Americans believe the federal government wastes 51 cents out of each dollar it spends, according to a recent poll by Gallup. Further evidence of Americans’ skepticism is especially abundant at the Defense Department.
Buried deep within a Center for Strategic and Budgetary Assessment analysis of the Defense Department’s 2012 budget is a list of major programs that were cancelled from 2001 to 2011, which have nothing to show for the money that was spent. The programs range from the Army’s Future Combat Systems to its Comanche helicopter to the Defense Department’s portion of a new satellite system. Amounts from $200 million dollars to $3.7 billion dollars account for spending on nine other programs for which there are no tangible results. In all, $46 billion dollars were spent to produce … nothing.
There are other examples of the Defense Department’s urgent need for better management in buying equipment on which the U.S.’s security rests. In 2013, Sen. John McCain, R-Ariz., asked the current chief of Naval Operations, “Has anybody been fired from their job as a result of a $2 billion dollar cost overrun of an aircraft carrier?” McCain meant the USS Gerald Ford, for which the Navy was requesting an additional $500 million dollars. Admiral Jonathan Greenert answered, “I don’t know, senator.” McCain then turned to the Air Force’s chief of staff and asked, “Has anybody been fired because of the cost overruns of the F-35?” General Welsh replied, “I don’t think so.”
McCain was making a point. But he knows better than most that the making of U.S. defense hardware is a vast kettle of interlocking and disconnected but always tangled chains. The Secretary of Defense and his offices; the huge civilian agencies he runs; the staff of the Joint Chiefs; and the military services all have a hand in analyzing requirements, the subjective process of identifying requirements, the actual execution of major programs, and their subsequent evaluation and testing.
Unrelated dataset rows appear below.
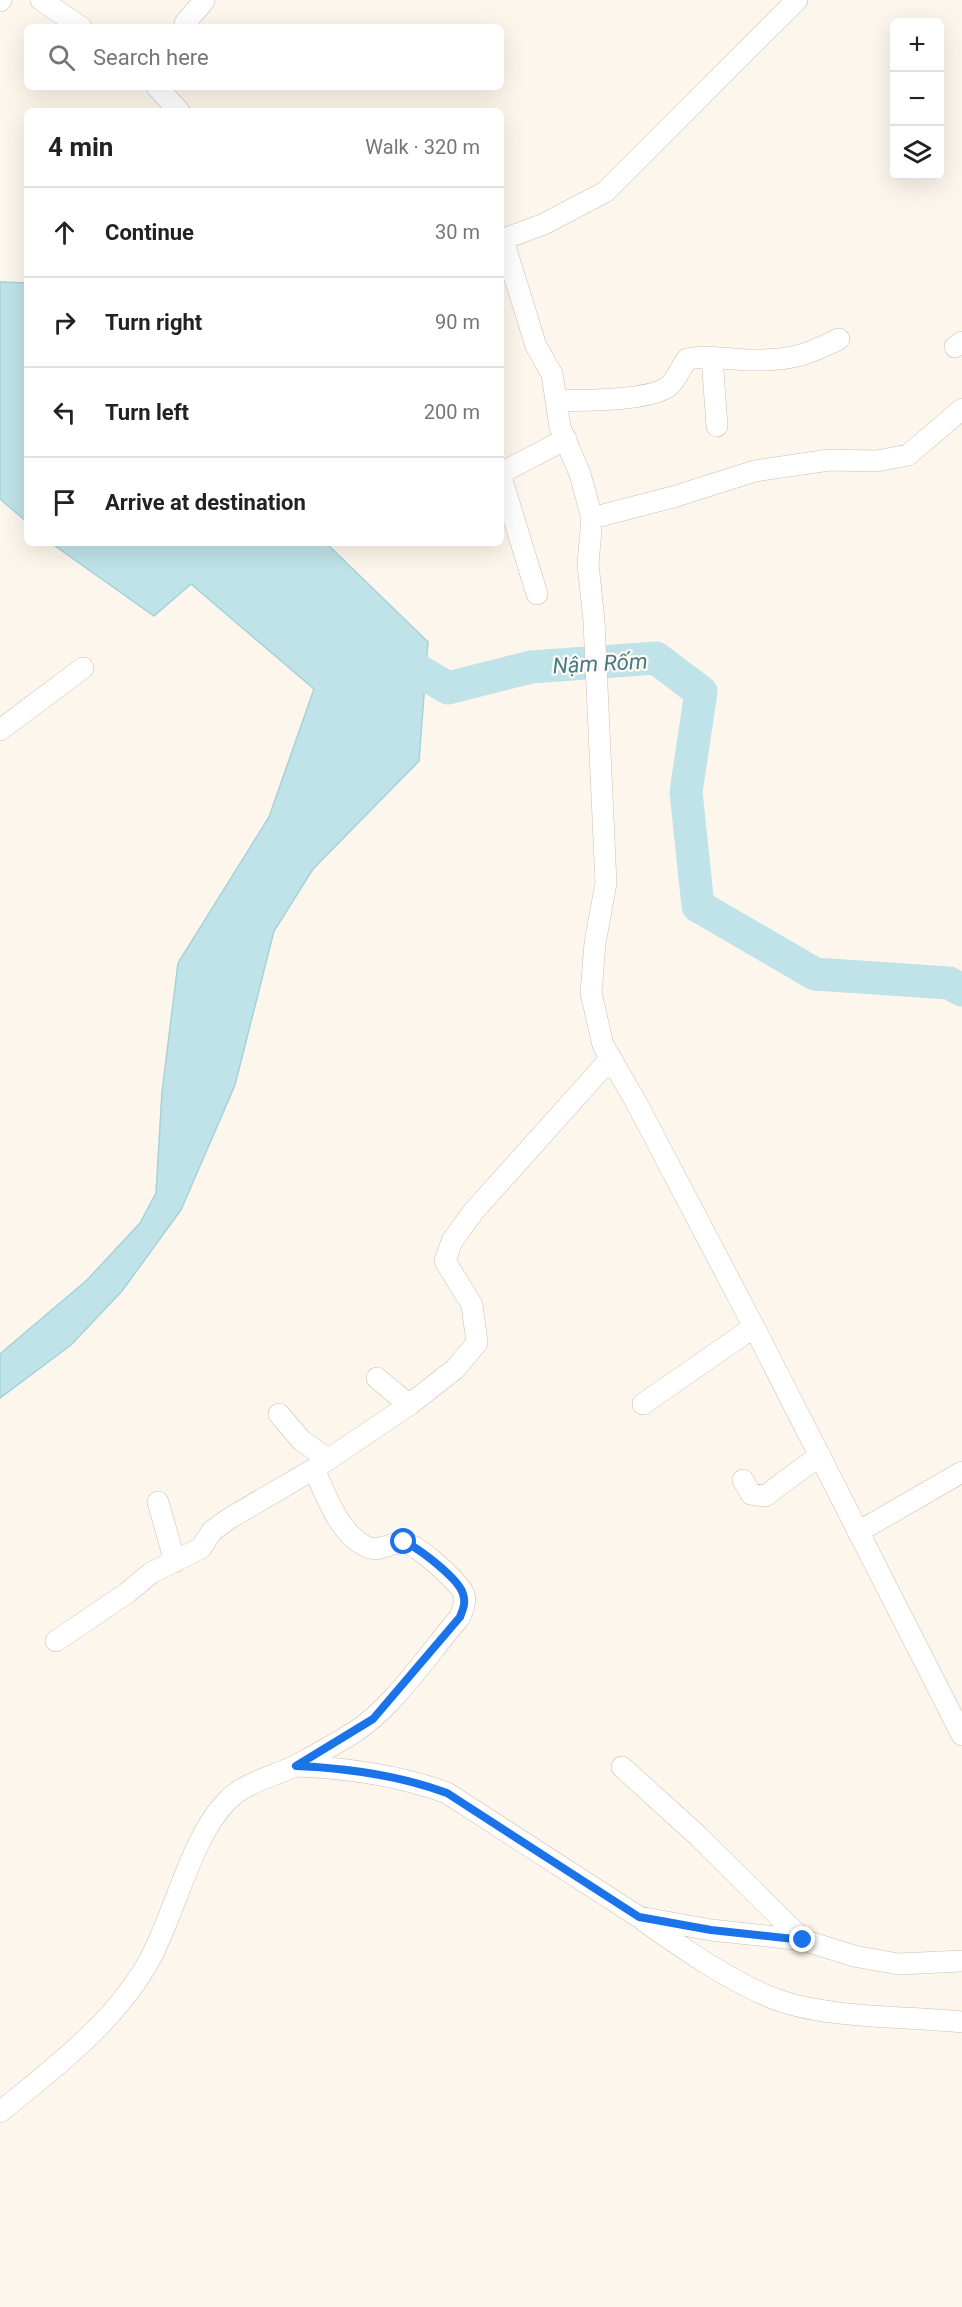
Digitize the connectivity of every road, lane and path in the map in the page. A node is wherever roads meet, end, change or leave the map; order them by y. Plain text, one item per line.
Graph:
1 (41, 0) edge
2 (797, 0) edge
3 (204, 1) edge
4 (77, 24) edge
5 (185, 24) edge
6 (161, 90) edge
7 (178, 102) edge
8 (504, 239) edge
9 (504, 246) edge
10 (840, 339) dead end
11 (712, 357) junction
12 (556, 400) junction
13 (962, 409) edge
14 (717, 426) dead end
15 (566, 439) junction
16 (504, 473) edge
17 (504, 485) edge
18 (592, 519) junction
19 (537, 594) dead end
20 (83, 668) dead end
21 (0, 730) edge
22 (611, 1058) junction
23 (754, 1327) junction
24 (377, 1378) dead end
25 (643, 1404) dead end
26 (409, 1405) junction
27 (279, 1414) dead end
28 (820, 1455) junction
29 (321, 1464) junction
30 (962, 1472) edge
31 (743, 1480) dead end
32 (158, 1502) dead end
33 (858, 1532) junction
34 (175, 1562) junction
35 (56, 1641) dead end
36 (962, 1735) edge
37 (296, 1766) junction
38 (622, 1767) dead end
39 (639, 1917) junction
40 (803, 1940) junction
41 (962, 1960) edge
42 (962, 2022) edge
43 (0, 2112) edge

1 - 4 street
2 - 8 street
3 - 5 street
6 - 7 street
9 - 12 street
10 - 11 street
11 - 12 street
11 - 14 street
12 - 15 street
13 - 18 street
15 - 16 street
15 - 18 street
17 - 19 street
18 - 22 street
20 - 21 street
22 - 23 street
22 - 26 street
23 - 25 street
23 - 28 street
24 - 26 street
26 - 29 street
27 - 29 street
28 - 31 street
28 - 33 street
29 - 34 street
29 - 37 street
30 - 33 street
32 - 34 street
33 - 36 street
34 - 35 street
37 - 39 street
37 - 43 street
38 - 40 street
39 - 40 street
39 - 42 street
40 - 41 street

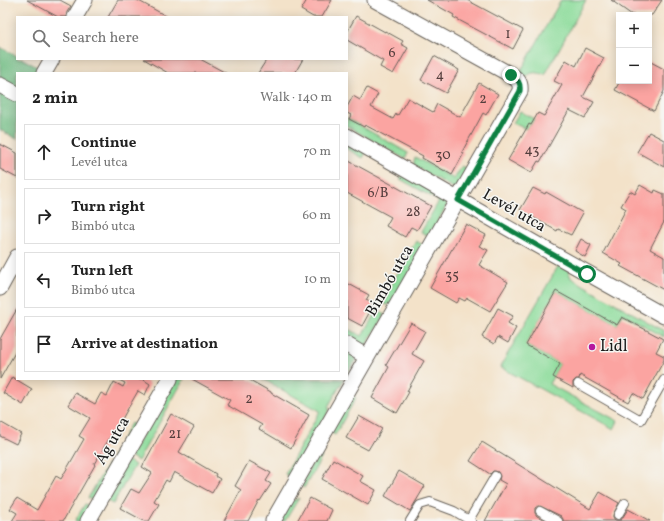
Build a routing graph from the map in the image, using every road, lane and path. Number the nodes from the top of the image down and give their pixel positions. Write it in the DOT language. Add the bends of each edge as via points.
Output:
graph roads {
  1 [pos="85,0"];
  2 [pos="375,0"];
  3 [pos="76,16"];
  4 [pos="51,60"];
  5 [pos="45,72"];
  6 [pos="0,85"];
  7 [pos="16,93"];
  8 [pos="348,137"];
  9 [pos="458,200"];
  10 [pos="16,259"];
  11 [pos="0,288"];
  12 [pos="664,316"];
  13 [pos="348,346"];
  14 [pos="367,357"];
  15 [pos="169,380"];
  16 [pos="664,380"];
  17 [pos="578,384"];
  18 [pos="494,476"];
  19 [pos="625,503"];
  20 [pos="540,511"];
  21 [pos="618,515"];
  22 [pos="470,520"];
  23 [pos="88,521"];
  24 [pos="273,521"];
  25 [pos="410,521"];
  26 [pos="558,521"];
  1 -- 3 [label="street"];
  2 -- 9 [label="street, Bimbó utca" via="516,79 520,85 520,91"];
  4 -- 5 [label="street"];
  6 -- 7 [label="street"];
  8 -- 9 [label="street, Levél utca"];
  9 -- 12 [label="street, Levél utca"];
  9 -- 14 [label="street, Bimbó utca"];
  10 -- 11 [label="street"];
  13 -- 14 [label="street"];
  14 -- 24 [label="street, Bimbó utca"];
  15 -- 23 [label="street, Ág utca"];
  16 -- 17 [label="lane" via="641,420"];
  18 -- 22 [label="lane"];
  19 -- 21 [label="lane"];
  20 -- 26 [label="lane"];
  22 -- 25 [label="lane" via="430,502 420,505"];
}
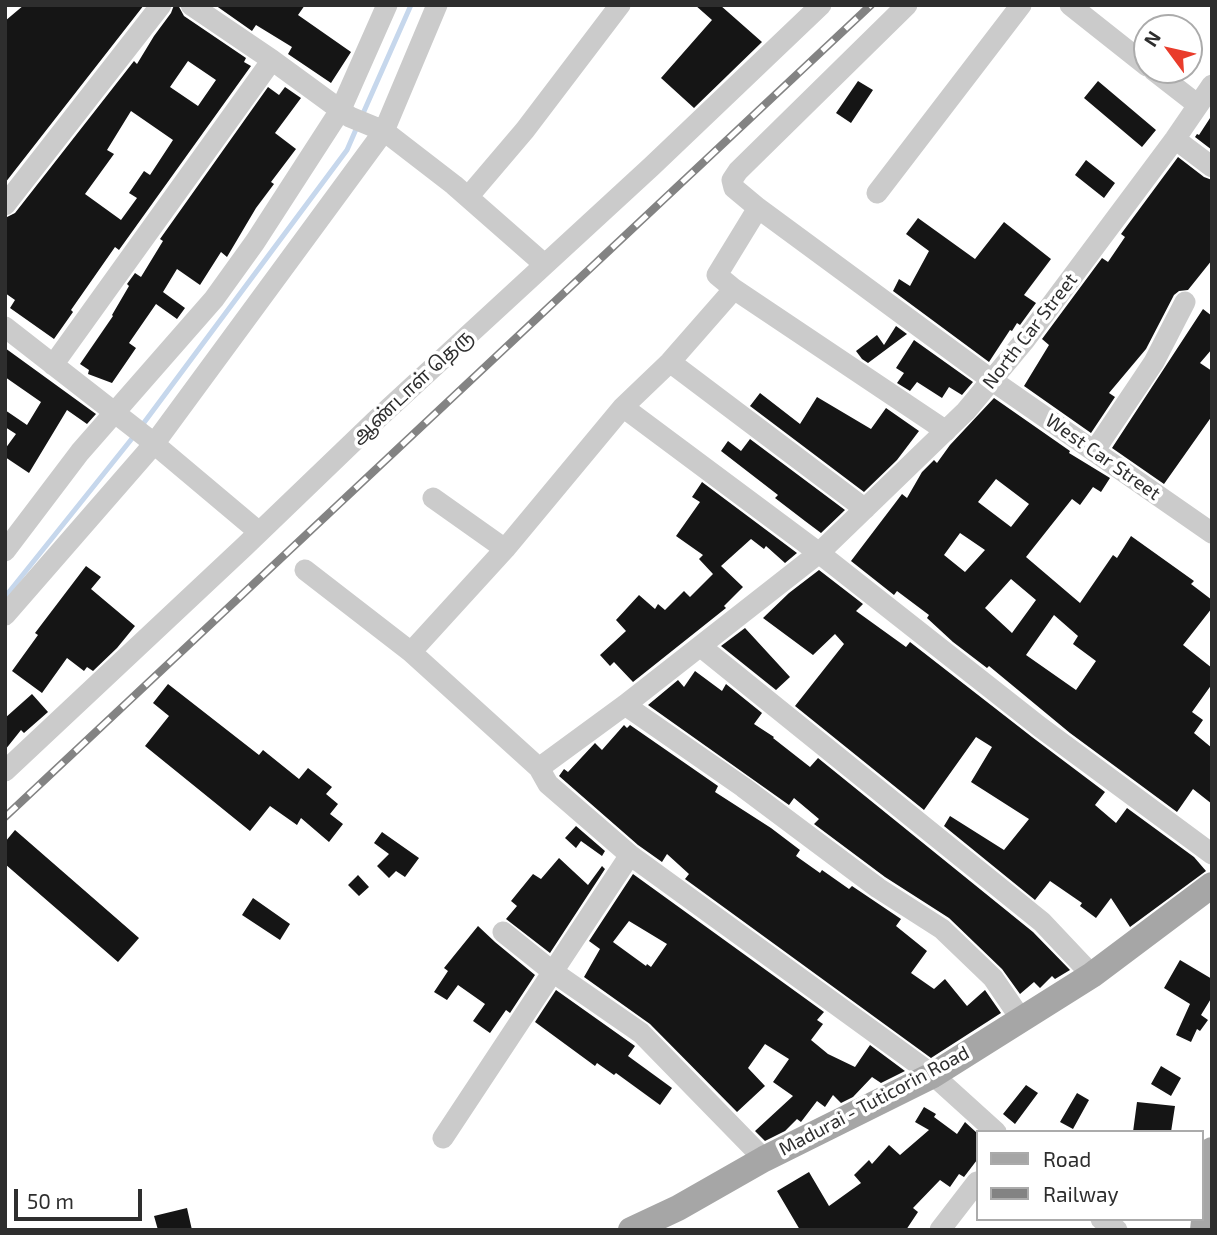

The career paths of many of the individuals who make daily decisions regularly move them into other positions. Both McCain and the unfortunate military service chiefs he quizzed knew that if accountability could be fixed, those who made important decisions had probably long since moved on.
The process is cumbersome, time-consuming, needlessly expensive, centralized, and utterly unaccountable. It is worthy of the defunct Soviet Union’s centralized planning. But instead of producing thousands of clocks that no one needs, our unaccountable defense organization consumes massive quantities of time and huge sums: time that could be used to exploit new technology quickly and the money that could be used to pay for it.
Both the Senate and House Armed Services committees are looking to untangle the current web. McCain, chairman of the Senate committee, proposes to attack the problem at its root. He would return responsibility for managing programs acquisition to the military services in exchange for direct accountability, in this case, stiff monetary punishment and ultimately a loss of responsibility for a particular program to the secretary of Defense’s office.
McCain also seeks to provide legislative relief to develop and test new ideas quickly: this means two or three years instead of the decade or so that it requires today. The legislation would slice through the bureaucratic obstacles that prevent innovative, advanced technology firms from selling the products of their work to the Defense Department.
Tolerance is a virtue in a diverse society, but it is a vice when applied to the practices that make U.S. defense systems needlessly expensive, such as cost overruns, years-long program delays, anti-competitive business standards, and a lack of accountability.
McCain’s ideas should have been implemented decades ago.